Innanzitutto, abbiamo la distinzione tra Progresso Tecnico neutrale e non neutrale, nel senso di Harrod, nel senso di Hicks e nel senso di Solow, le cui differenze saranno oggetto di studio di questo lavoro. Il Progresso Tecnico può essere, inoltre, esogeno o endogeno: nel primo caso, è indipendente dal funzionamento del sistema economico (esso deriva da cause esterne ad esso, e viene considerato “come manna dal cielo”); nel secondo caso, deriva da cause interne al funzionamento del sistema economico: qui, la sua causa, il fattore che lo determina, può prendere diverse forme. Il Progresso Tecnico, ancora, può essere incorporato o non incorporato nello stock di capitale. Quindi, avremo un processo di apprendimento attraverso l’esperienza che accrescere la produttività di un impianto, oppure no. Ciò che caratterizza la differenza sta nella distinzione fra Progresso Tecnico e l’intero investimento in beni capitali. Se invece si vuole mettere in risalto il fatto che diverse “annate” (Vintages) di macchine incorporano generalmente diverse tecnologie, allora si distinguerà l’impatto del progresso tecnico in base all’età delle macchine utilizzate. Infine, c’è la distinzione tra Progresso Tecnico di processo (le innovazioni riguardano il processo produttivo) e il Progresso Tecnico di prodotto (se riguardano nuovi prodotti). È interessante, in questo ultimo tipo di classificazione, la distinzione delle tre fasi di un processo economico: l’invenzione, l’innovazione e la produzione di massa. Nel continuo di questo lavoro, ci occuperemo del primo tipo di classificazione, cioè analizzeremo il Progresso Tecnico come “Factor Augmenting”, il “fattore che incrementa”, rimandando alla letteratura specializzata la rimanente parte delle definizioni date.

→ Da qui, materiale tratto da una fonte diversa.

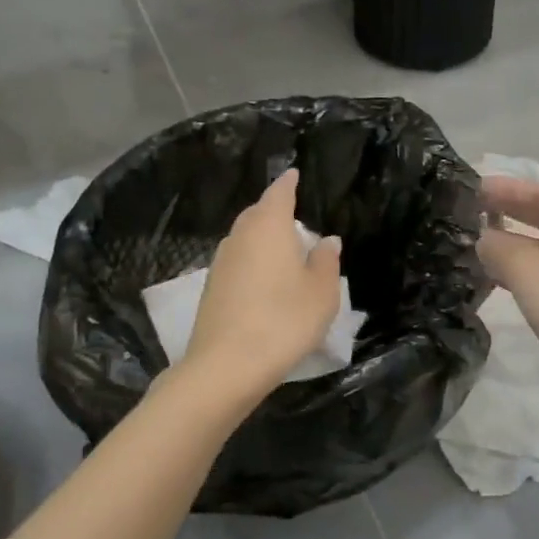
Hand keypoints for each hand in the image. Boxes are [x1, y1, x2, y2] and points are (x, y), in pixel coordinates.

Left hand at [185, 168, 342, 396]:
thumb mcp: (321, 292)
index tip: (294, 173)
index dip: (288, 183)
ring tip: (283, 251)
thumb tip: (326, 240)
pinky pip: (237, 262)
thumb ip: (326, 261)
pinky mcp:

IL PROGRESSO TECNICO COME “FACTOR AUGMENTING”

Una espressione [2] ampiamente utilizzata in letteratura nel definire il Progresso Tecnico è Factor Augmenting. Secondo questa definizione, il Progresso Tecnico può essere interpretato come se la quantità dei fattori di produzione fosse stata “aumentata”, anche se nella realtà è rimasta costante. In questa formulazione, la funzione di produzione aggregata è scritta nel seguente modo

Y = F[A(t)·K, B(t)·L]

dove A(t)·K e B(t)·L rappresentano rispettivamente lo “stock di capitale misurato in unità di efficienza” e la “forza di lavoro misurata in unità di efficienza”. Se

A(t) = dA/dt > 0 e B(t) = 1

il Progresso Tecnico è definito Capital Augmenting. Se

B(t) = dB/dt > 0 e A(t) = 1

il Progresso Tecnico è Labour Augmenting. Se

A(t) = dA/dt = dB/dt = B(t)

il Progresso Tecnico è nella stessa misura Capital and Labour Augmenting. È interessante osservare che questa rappresentazione non implica alcunché sulle cause o sulla fonte del miglioramento tecnologico. Per esempio, la rappresentazione del Progresso Tecnico come Labour Augmenting non implica che vi sia stato un mutamento nella qualità del lavoro, ma magari è dovuto a miglioramenti nei macchinari utilizzati. Inoltre, i modelli che più di altri hanno usufruito di questa rappresentazione sono stati i modelli di sviluppo neoclassici, prima di tipo esogeno e poi di tipo endogeno. Infine, nell’ipotesi di rendimenti costanti di scala, e contemporaneamente nel caso di Capital and Labour Augmenting, avremo

Y = A(t)·F[K, L].

IL PROGRESSO TECNICO “NEUTRALE” SECONDO HICKS

Secondo Hicks [3]:

• il Progresso Tecnico è Labour-Saving se, ad un certo rapporto capitale/lavoro, esso implica un miglioramento del rapporto tra la produttività marginale del capitale e quella del lavoro;

• inoltre, il Progresso Tecnico è Capital-Saving se, ad un certo rapporto capitale/lavoro, esso comporta una riduzione del rapporto tra produttività marginale del capitale e quella del lavoro;

• il Progresso Tecnico, infine, è neutrale se, ad un dato rapporto capitale/lavoro, esso comporta un rapporto invariato tra la produttività marginale del capitale e quella del lavoro.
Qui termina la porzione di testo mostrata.